A 9 de janeiro de 1963, uma “nuvem negra” assombrou a Lagoa de Santo André, quando uma onda gigante deixou as famílias de 17 pescadores de luto. Passaram 60 anos. Analídia Ferreira, Fausto Rodrigues e Madalena Viegas partilham o testemunho de quem viveu, viu e sentiu esta tragédia

 

Era a pesca que sustentava a Lagoa de Santo André, uma pequena aldeia no Alentejo Litoral, e foi a pesca que a destruiu. No verão, praticava-se a arte xávega, mas no inverno, quando o mar estava demasiado bravo, era na lagoa que se pescava. Havia dois tipos de pesca que se podiam praticar na lagoa: o chinchorro e a chincha. O primeiro era a pesca diária, realizada em pequenos grupos ou até mesmo individualmente, por quem tivesse barco. Já a chincha, com rede de arrasto, acontecia uma vez por ano, a mando do rendeiro da lagoa nesse ano. Por precisar de uma imensa mão de obra, havia pessoas a chegar de várias localidades na zona, de Brescos a Melides, quer fossem pescadores ou não.

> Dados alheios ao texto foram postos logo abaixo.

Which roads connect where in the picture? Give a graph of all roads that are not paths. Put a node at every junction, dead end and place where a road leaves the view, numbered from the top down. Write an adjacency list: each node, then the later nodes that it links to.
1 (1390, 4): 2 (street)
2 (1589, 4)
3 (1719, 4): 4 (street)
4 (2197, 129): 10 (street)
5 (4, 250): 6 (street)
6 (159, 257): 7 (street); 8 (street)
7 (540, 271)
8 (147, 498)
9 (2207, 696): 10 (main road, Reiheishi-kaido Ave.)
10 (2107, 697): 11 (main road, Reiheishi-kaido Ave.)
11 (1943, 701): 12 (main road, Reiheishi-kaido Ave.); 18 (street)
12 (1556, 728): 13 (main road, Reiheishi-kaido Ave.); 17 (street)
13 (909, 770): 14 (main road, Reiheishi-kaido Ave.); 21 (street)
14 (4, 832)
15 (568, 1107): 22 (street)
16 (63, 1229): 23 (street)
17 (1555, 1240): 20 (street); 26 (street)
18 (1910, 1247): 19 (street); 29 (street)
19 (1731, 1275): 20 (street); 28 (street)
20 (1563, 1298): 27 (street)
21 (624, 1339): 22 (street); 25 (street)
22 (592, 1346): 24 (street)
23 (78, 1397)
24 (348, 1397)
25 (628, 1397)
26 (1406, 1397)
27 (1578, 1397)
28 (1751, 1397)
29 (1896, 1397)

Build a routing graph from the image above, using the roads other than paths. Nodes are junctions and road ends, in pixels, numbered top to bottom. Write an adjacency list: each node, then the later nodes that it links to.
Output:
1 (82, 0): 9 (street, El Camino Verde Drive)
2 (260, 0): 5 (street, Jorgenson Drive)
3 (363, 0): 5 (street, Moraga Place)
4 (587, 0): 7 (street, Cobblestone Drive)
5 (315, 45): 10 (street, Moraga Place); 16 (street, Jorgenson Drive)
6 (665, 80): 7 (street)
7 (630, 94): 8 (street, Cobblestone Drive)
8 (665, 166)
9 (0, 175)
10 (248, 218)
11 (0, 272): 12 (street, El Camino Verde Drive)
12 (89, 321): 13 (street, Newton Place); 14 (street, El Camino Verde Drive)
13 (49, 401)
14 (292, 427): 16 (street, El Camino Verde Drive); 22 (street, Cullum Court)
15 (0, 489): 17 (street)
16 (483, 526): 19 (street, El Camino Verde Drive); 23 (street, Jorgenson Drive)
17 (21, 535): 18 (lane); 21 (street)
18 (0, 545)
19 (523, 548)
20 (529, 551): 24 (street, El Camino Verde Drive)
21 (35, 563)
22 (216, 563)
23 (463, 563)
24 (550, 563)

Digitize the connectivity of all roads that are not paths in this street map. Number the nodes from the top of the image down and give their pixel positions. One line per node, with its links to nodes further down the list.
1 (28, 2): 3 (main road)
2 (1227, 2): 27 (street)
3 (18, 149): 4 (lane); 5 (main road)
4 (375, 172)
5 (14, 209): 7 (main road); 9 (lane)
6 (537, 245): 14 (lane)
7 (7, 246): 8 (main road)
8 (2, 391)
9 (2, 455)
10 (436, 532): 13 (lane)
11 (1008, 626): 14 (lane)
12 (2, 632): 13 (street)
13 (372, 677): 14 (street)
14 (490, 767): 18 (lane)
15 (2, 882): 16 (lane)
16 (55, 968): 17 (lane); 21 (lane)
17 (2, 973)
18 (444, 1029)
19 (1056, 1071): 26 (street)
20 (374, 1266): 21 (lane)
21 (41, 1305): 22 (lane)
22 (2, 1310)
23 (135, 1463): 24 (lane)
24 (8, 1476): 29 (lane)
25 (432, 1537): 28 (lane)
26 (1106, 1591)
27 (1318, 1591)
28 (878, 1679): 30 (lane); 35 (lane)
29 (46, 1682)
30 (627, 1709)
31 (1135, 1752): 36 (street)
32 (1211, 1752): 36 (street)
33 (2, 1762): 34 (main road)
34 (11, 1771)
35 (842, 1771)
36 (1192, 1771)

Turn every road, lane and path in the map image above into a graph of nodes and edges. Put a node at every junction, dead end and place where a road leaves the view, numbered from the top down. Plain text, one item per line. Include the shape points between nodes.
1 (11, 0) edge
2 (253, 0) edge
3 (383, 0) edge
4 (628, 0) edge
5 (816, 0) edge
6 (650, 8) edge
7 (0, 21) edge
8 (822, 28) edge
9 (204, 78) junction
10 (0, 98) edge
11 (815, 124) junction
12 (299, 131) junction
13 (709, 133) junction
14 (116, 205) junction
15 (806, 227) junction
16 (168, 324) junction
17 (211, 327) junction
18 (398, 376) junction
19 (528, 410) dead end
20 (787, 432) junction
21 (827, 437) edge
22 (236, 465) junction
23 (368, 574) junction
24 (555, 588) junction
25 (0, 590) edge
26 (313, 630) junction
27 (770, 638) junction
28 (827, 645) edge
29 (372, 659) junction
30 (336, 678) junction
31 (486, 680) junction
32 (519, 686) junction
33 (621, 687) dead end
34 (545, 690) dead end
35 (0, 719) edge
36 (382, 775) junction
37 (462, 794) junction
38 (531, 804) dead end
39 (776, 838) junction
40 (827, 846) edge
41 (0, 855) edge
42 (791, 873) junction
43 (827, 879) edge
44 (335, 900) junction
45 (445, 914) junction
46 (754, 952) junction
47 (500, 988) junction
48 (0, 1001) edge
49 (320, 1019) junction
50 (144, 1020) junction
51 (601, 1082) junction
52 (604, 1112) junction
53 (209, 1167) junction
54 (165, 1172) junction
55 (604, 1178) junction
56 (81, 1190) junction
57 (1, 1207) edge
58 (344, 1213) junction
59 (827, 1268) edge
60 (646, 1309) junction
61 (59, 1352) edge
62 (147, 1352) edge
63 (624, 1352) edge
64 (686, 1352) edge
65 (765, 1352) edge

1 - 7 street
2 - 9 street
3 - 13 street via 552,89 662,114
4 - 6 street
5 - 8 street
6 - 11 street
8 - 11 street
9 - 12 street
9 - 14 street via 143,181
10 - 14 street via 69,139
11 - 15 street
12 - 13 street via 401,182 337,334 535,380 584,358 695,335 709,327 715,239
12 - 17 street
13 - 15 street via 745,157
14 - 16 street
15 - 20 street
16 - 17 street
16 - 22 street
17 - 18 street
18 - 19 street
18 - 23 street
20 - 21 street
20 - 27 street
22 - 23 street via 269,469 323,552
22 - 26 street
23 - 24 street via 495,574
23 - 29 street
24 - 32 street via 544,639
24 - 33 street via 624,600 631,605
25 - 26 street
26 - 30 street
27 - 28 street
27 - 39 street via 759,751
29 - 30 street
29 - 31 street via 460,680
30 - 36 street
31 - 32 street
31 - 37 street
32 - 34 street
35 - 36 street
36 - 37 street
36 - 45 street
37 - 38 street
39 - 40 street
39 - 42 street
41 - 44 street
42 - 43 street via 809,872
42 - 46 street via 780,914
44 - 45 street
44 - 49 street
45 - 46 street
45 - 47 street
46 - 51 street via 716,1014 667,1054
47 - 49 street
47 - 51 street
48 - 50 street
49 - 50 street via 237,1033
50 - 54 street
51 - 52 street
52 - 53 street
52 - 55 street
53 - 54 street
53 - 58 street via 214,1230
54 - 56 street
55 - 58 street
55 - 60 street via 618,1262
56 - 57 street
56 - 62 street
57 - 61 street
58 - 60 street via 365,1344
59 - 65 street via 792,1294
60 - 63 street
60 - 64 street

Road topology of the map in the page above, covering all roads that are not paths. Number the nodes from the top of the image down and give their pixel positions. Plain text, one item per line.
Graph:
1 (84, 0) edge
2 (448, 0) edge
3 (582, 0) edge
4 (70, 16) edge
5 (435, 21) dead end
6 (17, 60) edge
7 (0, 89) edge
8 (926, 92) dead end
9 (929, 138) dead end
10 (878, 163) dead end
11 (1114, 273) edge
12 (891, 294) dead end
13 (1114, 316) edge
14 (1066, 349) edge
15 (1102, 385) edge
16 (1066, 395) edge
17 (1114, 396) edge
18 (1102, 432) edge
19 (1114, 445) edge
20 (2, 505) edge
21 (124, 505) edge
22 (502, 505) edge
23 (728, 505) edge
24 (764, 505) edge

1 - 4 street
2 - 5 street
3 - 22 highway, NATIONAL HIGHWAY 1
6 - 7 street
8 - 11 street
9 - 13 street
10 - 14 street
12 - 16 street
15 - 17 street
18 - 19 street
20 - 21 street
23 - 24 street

Naquele dia, era a chincha que orientava a pesca. Estava um temporal, mas não eram os ventos fortes que atormentavam os pescadores já habituados à dureza da faina. Hermínio José Mendes, um dos sobreviventes a esta tragédia, descreveu ao Correio da Manhã, em 2013, o ambiente que se vivia nesse dia: “Às vezes, nem se sabia onde acabava o mar e onde começava a lagoa.” Mas vendavais como aquele até eram agradáveis, pois propiciavam a pesca com a água fria e mexida, dava para apanhar até uma tonelada de enguia.

 

A água do mar entrava na lagoa, criando uma zona aberta profunda com uma barreira de cada lado. Sentindo a água fria, o peixe aproximava-se dessa área, pelo que era exatamente aí que estavam a pescar. Apesar da agitação do mar, ninguém previa que uma tragédia como a daquele dia pudesse acontecer. “Pessoas experientes, como o meu avô, o meu pai, o mestre da embarcação, ter-se-iam deslocado, se eles tivessem previsto que aquilo ia acontecer”, explica Analídia Ferreira, à época com apenas 14 anos. A jovem tinha estado a ajudar o primo Fausto Rodrigues, na altura com 9 anos, a fazer os trabalhos da escola. Mais tarde, quando ele terminou, decidiu pegar na telefonia e ir para a esquina da sua cabana ver a família pescar, enquanto ouvia os discos da Emissora Nacional. “Um período antes, tinham estado a pescar mesmo em frente à minha habitação, mas depois afastaram-se dali para a zona da aberta.” Ao ver a cena, correram ao local. “Não dá para descrever, foi uma bomba.”

 

O pai de Analídia estava a sair da água, a segurar um rapaz, que se encontrava também a pescar. “Lembro-me perfeitamente de ele mandar o miúdo para cima da barreira para o salvar e voltou para dentro de água. Fui a correr, agarrei o meu pai e nunca mais o larguei. Fiquei literalmente colada. Ele tentou entrar, porque o meu primo agarrou-lhe os pés e ele teve que o soltar para não ficarem lá os dois”.  Não tivesse sido Analídia, esta história podia ser diferente. Muitos foram os pescadores que tentaram voltar atrás para salvar alguém, mas sem sorte. “Chegavam e viam que faltava um familiar, então jogavam-se para dentro de água para ver se os encontravam. Dois deles não voltaram”, recorda Fausto Rodrigues, hoje com 68 anos. Analídia salvou o pai deste destino. No entanto, não foi, no seu entender, o tamanho da onda que causou esta tragédia: “Não posso dizer que era uma onda gigante porque vi ondas muito maiores. Para mim, ondas gigantes eram aquelas que chegavam às habitações. Aquilo aconteceu simplesmente porque eles estavam no lugar errado, à hora errada. A onda acabou por ser gigante porque ela ali avolumou-se.”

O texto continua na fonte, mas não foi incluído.